The cytotoxicity and mechanism of action of new multinuclear Scaffold AuIII, PdII pincer complexes containing a bis(diphenylphosphino) ferrocene/non-ferrocene ligand

Abstract

New multinuclear gold(III), palladium(II) pincer complexes containing bis(diphenylphosphino) ferrocene/non-ferrocene ligands of formula [(L)Au(μ²–η²-CS₃)Pd(dppf)](PF₆)₂, 1, and [(L)Au(μ²–η²-CS₃)Pd(dppe)](PF₆)₂, 2 (HL = 5-methoxy-1,3-bis (1-methyl-1H-benzo[d]imidazol-2-yl)benzene, dppf = 1,1′-bis(diphenylphosphino)ferrocene, and dppe = bis(diphenylphosphino)ethane) have been synthesized and fully characterized. Both complexes are more cytotoxic to a number of human cancer cell lines than cisplatin.

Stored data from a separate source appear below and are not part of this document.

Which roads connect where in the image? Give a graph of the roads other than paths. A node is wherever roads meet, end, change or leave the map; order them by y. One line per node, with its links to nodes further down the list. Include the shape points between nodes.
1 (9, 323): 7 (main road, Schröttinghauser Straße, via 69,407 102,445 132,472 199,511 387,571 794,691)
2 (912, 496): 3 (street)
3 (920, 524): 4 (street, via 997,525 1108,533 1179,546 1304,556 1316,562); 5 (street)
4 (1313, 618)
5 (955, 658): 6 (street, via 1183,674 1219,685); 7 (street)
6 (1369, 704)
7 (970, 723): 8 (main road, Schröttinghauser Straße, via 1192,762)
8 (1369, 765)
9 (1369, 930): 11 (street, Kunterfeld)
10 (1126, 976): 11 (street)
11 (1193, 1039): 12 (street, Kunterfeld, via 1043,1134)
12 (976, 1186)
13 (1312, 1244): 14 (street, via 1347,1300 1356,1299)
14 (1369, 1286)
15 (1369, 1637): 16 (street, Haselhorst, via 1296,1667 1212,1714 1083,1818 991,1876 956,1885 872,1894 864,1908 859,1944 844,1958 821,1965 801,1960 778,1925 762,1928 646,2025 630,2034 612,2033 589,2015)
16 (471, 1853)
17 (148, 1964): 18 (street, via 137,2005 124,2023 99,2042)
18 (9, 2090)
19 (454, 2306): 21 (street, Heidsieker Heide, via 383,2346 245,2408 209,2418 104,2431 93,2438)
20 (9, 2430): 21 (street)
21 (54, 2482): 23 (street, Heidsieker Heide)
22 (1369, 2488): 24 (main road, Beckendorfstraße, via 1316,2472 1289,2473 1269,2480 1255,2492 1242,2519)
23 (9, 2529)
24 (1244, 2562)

Moreover, complex 1 is more active than auranofin as the reference gold compound against a panel of several human tumor cell lines. Chemosensitivity tests completed on cisplatin sensitive and resistant cell lines have confirmed that both complexes were able to overcome cisplatin resistance. The complexes successfully inhibited the enzymes thioredoxin reductase (TrxR) and glutathione reductase (GR). The cellular uptake of both gold and palladium of the complexes was studied, which indicated a high biological stability of the complexes. The complexes 1 and 2 increase the production of ROS in HCT-15 cells. In addition, these complexes induce major levels of cancer cell death by apoptosis.